CROSS-REFERENCE TO RELATED APPLICATIONS

This application claims priority from a U.S. provisional patent application, Ser. No. 60/480,985, filed on Jun. 23, 2003, entitled “Method and Apparatus for Adaptive Multiple-Dimensional Signal Sequences Encoding/Decoding,” which is hereby incorporated by reference. This application is related to a co-pending U.S. utility patent application, filed on Jun. 14, 2004, entitled “Method and Apparatus for Adaptive Multiple-Dimensional Signal Sequences Encoding/Decoding,” which is hereby incorporated by reference.[0001]

BACKGROUND OF THE INVENTION

1. Field of the Invention

This disclosure relates generally to data encoding, storage, distribution, and decoding, and more particularly to a memory and array signal processing structure to process the n-dimensional signal sequence.

2. Description of the Prior Art

Digital data systems are frequently challenged to handle large quantities of data quickly enough to meet practical needs. Compact disc music requires about 1500 kilobits per second, and video needs over 200,000 kilobits per second. Both transmission and storage of data is costly, and in some cases impossible. For example, a current telephone line modem can only carry maximum bit rate at 56 kilobits per second with a perfect line condition. Although video image frames need only be handled at approximately 30 cycles per second in order to allow an observer to have the impression of continual image transmission, the data content of each image frame is very large.

Solutions to the problem of quickly handling large quantities of data have been developed by using methods of data compression, i.e., methods of reducing the quantity of bits required. Data compression has made possible technological developments including digital television, DVD movie, streaming Internet video, home digital photography and video conferencing.
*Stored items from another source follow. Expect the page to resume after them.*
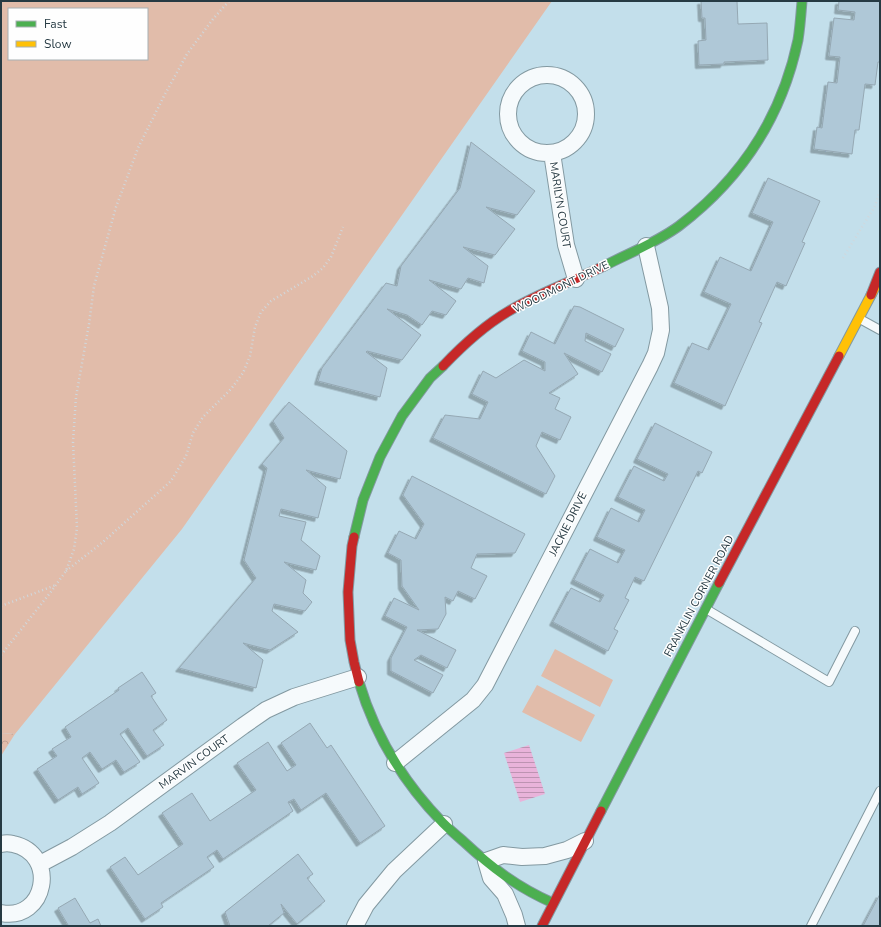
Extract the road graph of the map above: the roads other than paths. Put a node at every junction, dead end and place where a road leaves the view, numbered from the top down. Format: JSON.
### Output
{"nodes":[{"id":1,"x":802,"y":1,"type":"edge"},
{"id":2,"x":552,"y":153,"type":"junction"},
{"id":3,"x":646,"y":246,"type":"junction"},
{"id":4,"x":880,"y":272,"type":"edge"},
{"id":5,"x":880,"y":278,"type":"edge"},
{"id":6,"x":576,"y":279,"type":"junction"},
{"id":7,"x":872,"y":295,"type":"junction"},
{"id":8,"x":858,"y":319,"type":"junction"},
{"id":9,"x":880,"y":330,"type":"edge"},
{"id":10,"x":706,"y":609,"type":"junction"},
{"id":11,"x":855,"y":631,"type":"dead end"},
{"id":12,"x":358,"y":677,"type":"junction"},
{"id":13,"x":395,"y":763,"type":"junction"},
{"id":14,"x":880,"y":791,"type":"edge"},
{"id":15,"x":444,"y":824,"type":"junction"},
{"id":16,"x":585,"y":841,"type":"junction"},
{"id":17,"x":1,"y":844,"type":"edge"},
{"id":18,"x":486,"y":861,"type":"junction"},
{"id":19,"x":40,"y":864,"type":"junction"},
{"id":20,"x":553,"y":903,"type":"junction"},
{"id":21,"x":1,"y":913,"type":"edge"},
{"id":22,"x":543,"y":925,"type":"edge"},
{"id":23,"x":355,"y":926,"type":"edge"},
{"id":24,"x":517,"y":926,"type":"edge"},
{"id":25,"x":811,"y":926,"type":"edge"}],
"edges":[{"from":1,"to":3,"type":"main road","name":"WOODMONT DRIVE"},
{"from":2,"to":2,"type":"street","name":"MARILYN COURT"},
{"from":2,"to":6,"type":"street","name":"MARILYN COURT"},
{"from":3,"to":6,"type":"main road","name":"WOODMONT DRIVE"},
{"from":3,"to":13,"type":"street","name":"JACKIE DRIVE"},
{"from":4,"to":7,"type":"main road"},
{"from":5,"to":7,"type":"main road","name":"FRANKLIN CORNER ROAD"},
{"from":6,"to":12,"type":"main road","name":"WOODMONT DRIVE"},
{"from":7,"to":8,"type":"main road","name":"FRANKLIN CORNER ROAD"},
{"from":8,"to":9,"type":"lane"},
{"from":8,"to":10,"type":"main road","name":"FRANKLIN CORNER ROAD"},
{"from":10,"to":11,"type":"lane"},
{"from":10,"to":16,"type":"main road","name":"FRANKLIN CORNER ROAD"},
{"from":12,"to":13,"type":"main road","name":"WOODMONT DRIVE"},
{"from":12,"to":19,"type":"street","name":"MARVIN COURT"},
{"from":13,"to":15,"type":"main road","name":"WOODMONT DRIVE"},
{"from":14,"to":25,"type":"lane"},
{"from":15,"to":18,"type":"main road","name":"WOODMONT DRIVE"},
{"from":15,"to":23,"type":"street"},
{"from":16,"to":18,"type":"street"},
{"from":16,"to":20,"type":"main road","name":"FRANKLIN CORNER ROAD"},
{"from":17,"to":19,"type":"street"},
{"from":18,"to":20,"type":"main road","name":"WOODMONT DRIVE"},
{"from":18,"to":24,"type":"street","name":"WOODMONT DRIVE"},
{"from":19,"to":21,"type":"street"},
{"from":20,"to":22,"type":"main road","name":"FRANKLIN CORNER ROAD"}]}
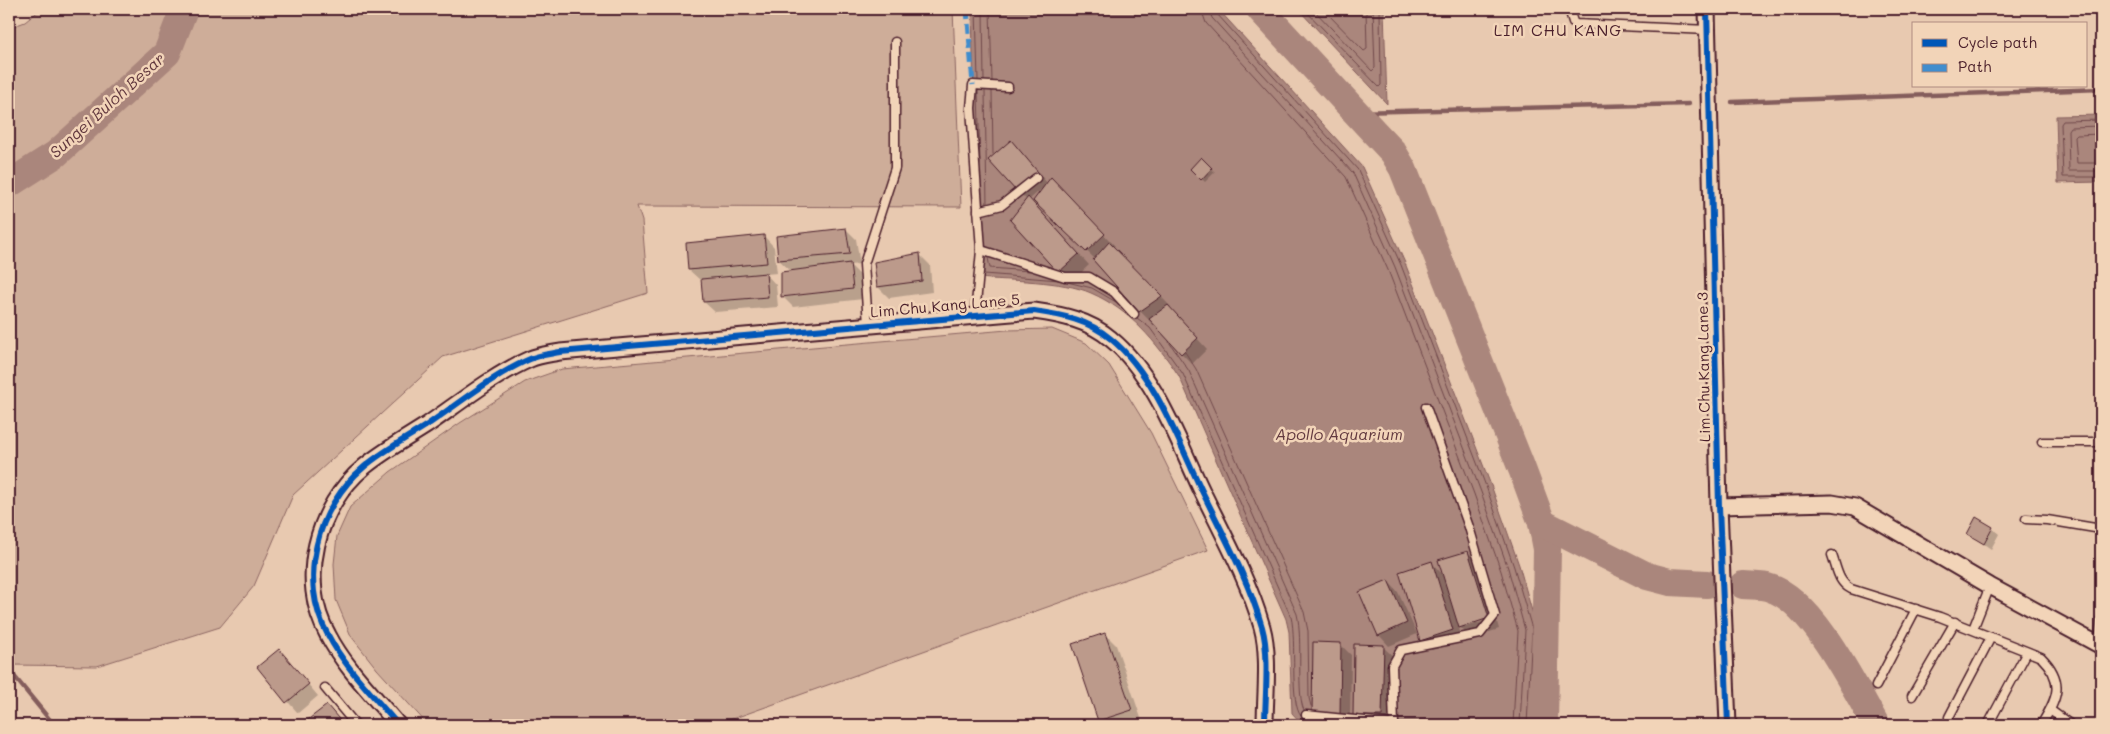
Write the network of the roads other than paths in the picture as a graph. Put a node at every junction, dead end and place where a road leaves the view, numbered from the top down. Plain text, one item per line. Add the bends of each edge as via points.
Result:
1 (1569, 9) edge
2 (1708, 9) edge
3 (1708, 30) junction
4 (895, 42) dead end
5 (1008, 87) dead end
6 (1036, 178) dead end
7 (978, 211) junction
8 (981, 250) junction
9 (1134, 314) dead end
10 (976, 315) junction
11 (868, 325) junction
12 (1426, 407) dead end
13 (2042, 442) dead end
14 (2101, 442) edge
15 (1719, 506) junction
16 (2026, 519) dead end
17 (2101, 529) edge
18 (1832, 555) dead end
19 (1990, 586) junction
20 (1916, 609) junction
21 (2101, 619) edge
22 (1955, 622) junction
23 (1973, 629) junction
24 (1991, 637) junction
25 (2100, 645) edge
26 (2027, 652) junction
27 (1876, 686) dead end
28 (326, 688) dead end
29 (1912, 696) dead end
30 (2050, 710) junction
31 (1306, 715) dead end
32 (1949, 717) dead end
33 (356, 725) edge
34 (398, 725) edge
35 (1265, 725) edge
36 (1394, 725) edge
37 (1728, 725) edge
38 (1988, 725) edge
39 (2041, 725) edge
40 (2071, 725) edge

1 - 3 lane via 1576,24
2 - 3 street, Lim Chu Kang Lane 3
3 - 15 street, Lim Chu Kang Lane 3
4 - 11 lane via 895,168 864,264
5 - 7 lane via 973,84 971,108
6 - 7 lane via 1002,205
7 - 8 lane
8 - 9 lane via 1065,277 1089,277 1114,292
8 - 10 lane
10 - 11 street, Lim Chu Kang Lane 5
10 - 35 street, Lim Chu Kang Lane 5 via 1034,312 1061,315 1086,323 1111,338 1135,362 1153,390 1234,557 1262,627
11 - 34 street, Lim Chu Kang Lane 5 via 560,352 530,359 364,466 342,490 328,512 319,535 313,586 327,635
12 - 36 lane via 1469,527 1495,615 1480,634 1401,650 1392,666
13 - 14 lane
15 - 19 street via 1832,503 1855,507
15 - 37 street, Lim Chu Kang Lane 3
16 - 17 lane
18 - 20 lane via 1845,585
19 - 23 lane
19 - 25 street
20 - 22 lane
20 - 27 lane
21 - 25 lane
22 - 23 lane
22 - 29 lane
23 - 24 lane
24 - 26 lane
24 - 32 lane
26 - 30 lane via 2041,657 2052,668 2057,689
26 - 38 lane
28 - 33 lane
30 - 39 lane
30 - 40 lane
31 - 36 lane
Compressing coders and decoders (CODECs) are used to encode (at the capturing/production side) and decode (at the receiving/reproduction side) data containing statistical redundancy.

FIG. 1A is a simplified block diagram describing a prior art system for compressing image sequence data with an

encoder

1. An image frame 4 is provided as input to the encoder 1 and the data is encoded. The encoded frame is then transmitted, and a copy of the encoded frame is decoded at the decoder 10 and stored as a reference frame 6 in the frame buffer 3. With the current input image frame 4 as input, the encoder 1 then searches the reference frame 6 for a closest match point in the reference frame 6 for each block of a plurality of blocks that make up the current frame. This includes the use of a motion estimator (ME) 5, and requires a calculation of what is called an “energy difference” measure, such as sum of square error or sum of absolute error between the current frame block and corresponding reference frame block located at each search point in the reference frame. The best match location is then represented as a “motion vector” 7, specifying the two-dimensional location displacement of the block in the reference frame 6 relative to the corresponding block in the current frame. Also, the difference (residue) 8 between the best match block in the reference frame 6 and the current image input frame 4 is determined and is typically called the “Residue” or “Block Prediction Difference” (BPD). Both the motion vector 7 and the residue 8 are then encoded and transmitted. The encoder 1 will then decode the motion vector 7 and residue 8 and reconstruct the current frame in the same way that a decoder receiving the same data would reconstruct the frame, and then store this frame as a reference frame.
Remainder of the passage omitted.